Thanks, that gets me around the ipmi disconnect problem, but I'd love to have a way to specify/force the use of congo instead, since it does work if I just set

USE_GOCONSERVER=1

in the rcons bash script.

samveen commented 1 year ago

Why don't you set it locally and then have ssh send it along with the ssh command, like:

export USE_GOCONSERVER=1
ssh -o SendEnv=USE_GOCONSERVER -t 172.20.0.1 /usr/bin/congo console a0n13

Alternatively:

ssh -t 172.20.0.1 USE_GOCONSERVER=1 /usr/bin/congo console a0n13
bviviano commented 1 year ago

That doesn't really make sense. The USE_GOCONSERVER is a setting inside rcons, if I run congo directly from SSH myself I don't need USE_GOCONSERVER. But running congo as above manually is a lot more complicated then just doing

rcons a0n13
bviviano commented 1 year ago

My goal is to do this the xCAT way, I could write my own simple / stripped down rcons script, or just copy rcons to myrcons, make the code change and then use that going forward, or just change rcons directly and make the same update each time a new version of xCAT is released (we do that now with dhcp.pm and ddns.pm, so xCAT will use something other then MD5 with omshell, so makehosts and makedns will work correctly under FIPS).

But ultimately, it would be nice if there was a way to force it to use congo.

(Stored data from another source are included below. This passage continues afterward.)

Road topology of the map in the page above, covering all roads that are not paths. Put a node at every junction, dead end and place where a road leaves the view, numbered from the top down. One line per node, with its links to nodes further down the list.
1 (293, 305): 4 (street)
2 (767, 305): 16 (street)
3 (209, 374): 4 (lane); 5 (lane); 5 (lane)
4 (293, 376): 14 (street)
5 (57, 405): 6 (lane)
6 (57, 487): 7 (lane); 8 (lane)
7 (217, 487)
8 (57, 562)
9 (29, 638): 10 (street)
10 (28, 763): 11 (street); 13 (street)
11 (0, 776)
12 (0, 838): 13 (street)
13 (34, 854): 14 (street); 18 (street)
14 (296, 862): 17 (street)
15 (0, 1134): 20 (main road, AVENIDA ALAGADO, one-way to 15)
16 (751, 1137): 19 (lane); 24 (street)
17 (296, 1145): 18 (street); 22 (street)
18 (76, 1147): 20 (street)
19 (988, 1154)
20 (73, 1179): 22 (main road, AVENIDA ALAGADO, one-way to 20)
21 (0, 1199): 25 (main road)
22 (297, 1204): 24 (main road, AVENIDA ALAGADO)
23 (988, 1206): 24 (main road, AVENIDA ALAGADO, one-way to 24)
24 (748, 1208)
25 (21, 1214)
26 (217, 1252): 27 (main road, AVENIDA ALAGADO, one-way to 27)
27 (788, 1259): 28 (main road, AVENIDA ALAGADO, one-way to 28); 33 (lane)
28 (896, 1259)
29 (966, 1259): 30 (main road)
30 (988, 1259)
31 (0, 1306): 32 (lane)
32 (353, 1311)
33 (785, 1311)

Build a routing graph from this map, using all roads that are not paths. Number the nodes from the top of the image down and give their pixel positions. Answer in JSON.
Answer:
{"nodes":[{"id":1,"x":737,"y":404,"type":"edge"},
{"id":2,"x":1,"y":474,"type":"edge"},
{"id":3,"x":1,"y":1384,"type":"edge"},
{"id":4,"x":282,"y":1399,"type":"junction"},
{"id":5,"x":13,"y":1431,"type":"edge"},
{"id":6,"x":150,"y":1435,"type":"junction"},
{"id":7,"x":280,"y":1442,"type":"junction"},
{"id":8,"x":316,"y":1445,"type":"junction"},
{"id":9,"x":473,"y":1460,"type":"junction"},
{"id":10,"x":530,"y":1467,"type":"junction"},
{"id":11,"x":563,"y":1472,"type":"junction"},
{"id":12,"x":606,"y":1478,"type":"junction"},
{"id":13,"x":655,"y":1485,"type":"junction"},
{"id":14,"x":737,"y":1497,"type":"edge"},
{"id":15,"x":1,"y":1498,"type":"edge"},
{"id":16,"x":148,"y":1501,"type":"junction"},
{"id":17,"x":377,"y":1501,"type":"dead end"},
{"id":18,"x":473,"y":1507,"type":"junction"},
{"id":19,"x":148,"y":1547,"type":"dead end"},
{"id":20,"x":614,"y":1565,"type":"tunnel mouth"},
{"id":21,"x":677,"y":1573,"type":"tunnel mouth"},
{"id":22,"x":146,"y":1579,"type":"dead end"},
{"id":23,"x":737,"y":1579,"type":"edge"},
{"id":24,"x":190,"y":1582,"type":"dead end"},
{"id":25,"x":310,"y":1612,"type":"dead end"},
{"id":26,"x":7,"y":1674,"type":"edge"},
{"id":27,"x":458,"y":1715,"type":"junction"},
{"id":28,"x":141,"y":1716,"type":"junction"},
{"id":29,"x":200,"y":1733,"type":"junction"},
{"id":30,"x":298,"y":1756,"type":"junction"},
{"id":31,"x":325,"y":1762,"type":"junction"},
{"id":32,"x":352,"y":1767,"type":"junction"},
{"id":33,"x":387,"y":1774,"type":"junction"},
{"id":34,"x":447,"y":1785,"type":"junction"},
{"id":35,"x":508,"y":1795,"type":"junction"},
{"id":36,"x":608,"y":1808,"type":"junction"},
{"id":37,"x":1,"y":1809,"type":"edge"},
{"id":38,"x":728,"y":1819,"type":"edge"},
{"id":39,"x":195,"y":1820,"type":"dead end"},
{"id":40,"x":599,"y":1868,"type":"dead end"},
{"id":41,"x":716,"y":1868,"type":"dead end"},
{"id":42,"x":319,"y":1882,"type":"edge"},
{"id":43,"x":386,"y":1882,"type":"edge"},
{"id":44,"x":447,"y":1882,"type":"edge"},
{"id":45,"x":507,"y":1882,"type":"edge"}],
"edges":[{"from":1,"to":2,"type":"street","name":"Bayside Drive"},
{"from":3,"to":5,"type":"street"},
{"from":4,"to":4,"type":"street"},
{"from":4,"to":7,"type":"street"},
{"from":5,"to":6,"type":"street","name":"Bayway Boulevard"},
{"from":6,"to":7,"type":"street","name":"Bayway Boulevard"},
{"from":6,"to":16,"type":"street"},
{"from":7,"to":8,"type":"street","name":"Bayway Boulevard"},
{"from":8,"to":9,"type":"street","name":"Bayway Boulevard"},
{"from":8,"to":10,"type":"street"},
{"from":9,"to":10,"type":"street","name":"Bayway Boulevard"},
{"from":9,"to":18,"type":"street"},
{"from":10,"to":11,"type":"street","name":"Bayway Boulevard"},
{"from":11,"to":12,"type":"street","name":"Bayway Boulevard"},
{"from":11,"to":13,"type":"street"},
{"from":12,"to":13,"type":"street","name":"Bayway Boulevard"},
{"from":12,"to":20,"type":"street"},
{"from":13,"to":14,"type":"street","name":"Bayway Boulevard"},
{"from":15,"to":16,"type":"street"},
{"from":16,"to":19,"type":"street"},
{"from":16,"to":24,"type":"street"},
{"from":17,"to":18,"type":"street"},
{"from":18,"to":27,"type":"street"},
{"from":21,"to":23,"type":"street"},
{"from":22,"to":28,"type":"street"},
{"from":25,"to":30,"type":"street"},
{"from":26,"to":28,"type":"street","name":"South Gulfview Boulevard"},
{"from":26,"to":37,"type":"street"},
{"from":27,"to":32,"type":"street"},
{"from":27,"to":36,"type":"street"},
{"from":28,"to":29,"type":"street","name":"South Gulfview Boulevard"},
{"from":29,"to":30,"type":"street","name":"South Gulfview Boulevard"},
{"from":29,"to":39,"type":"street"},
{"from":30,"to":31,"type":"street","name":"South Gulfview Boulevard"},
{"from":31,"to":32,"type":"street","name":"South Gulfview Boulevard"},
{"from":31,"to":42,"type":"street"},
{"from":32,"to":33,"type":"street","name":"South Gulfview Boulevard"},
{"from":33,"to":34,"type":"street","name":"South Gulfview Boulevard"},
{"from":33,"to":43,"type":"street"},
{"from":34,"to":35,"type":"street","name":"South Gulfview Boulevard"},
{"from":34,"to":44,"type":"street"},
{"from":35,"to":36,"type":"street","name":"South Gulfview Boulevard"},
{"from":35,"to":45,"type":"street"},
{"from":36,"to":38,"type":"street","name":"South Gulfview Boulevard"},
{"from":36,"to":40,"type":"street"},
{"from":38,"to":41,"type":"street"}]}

There are already overrides in rcons for confluent

CONSOLE_SERVICE_KEYWORD=`tabdump site | grep consoleservice | cut -d, -f1 | tr -d '"'`
CONSOLE_SERVICE_VALUE=`tabdump site | grep consoleservice | cut -d, -f2 | tr -d '"'`

if [ "$CONSOLE_SERVICE_KEYWORD" == "consoleservice" ]; then
    if [ "$CONSOLE_SERVICE_VALUE" == "confluent" ]; then
        USE_CONFLUENT=1
    fi
fi

So CONSOLE_SERVICE_KEYWORD is already being pulled, checked and used to force consoleserver and confluent. A simple addition to the above if statement, like the following

elsif [ "$CONSOLE_SERVICE_KEYWORD" == "goconsoleservice" ]; then
    USE_GOCONSERVER=1
fi

should allow a site table override and to force congo be used, but the only checks I see in rcons for if to use congo are based on checking if the goconserver service is installed AND running

if [ $USE_CONFLUENT != "1" ] && [ -f "/usr/bin/congo" ] && [ -f "/usr/bin/goconserver" ]; then
    GOCONSERVER_RC=`service goconserver status >& /dev/null; echo $?`
    if [[ ${GOCONSERVER_RC} == 0 ]]; then
        USE_GOCONSERVER=1
    fi
    if [[ ${USE_GOCONSERVER} == 1 ]]; then
        CONSERVER_RC=`pidof conserver >> /dev/null; echo $?`
        if [[ ${CONSERVER_RC} == 0 ]]; then
            echo "Error: Both goconserver and conserver are running, please stop one of them, and retry..."
            exit 1
        fi
    fi
fi
samveen commented 1 year ago

That doesn't really make sense. The USE_GOCONSERVER is a setting inside rcons, if I run congo directly from SSH myself I don't need USE_GOCONSERVER. But running congo as above manually is a lot more complicated then just doing

rcons a0n13

@bviviano I see the problem now, after examining the code for rcons for xcat 2.16, which I should have done first, before proposing that non-solution :man_facepalming: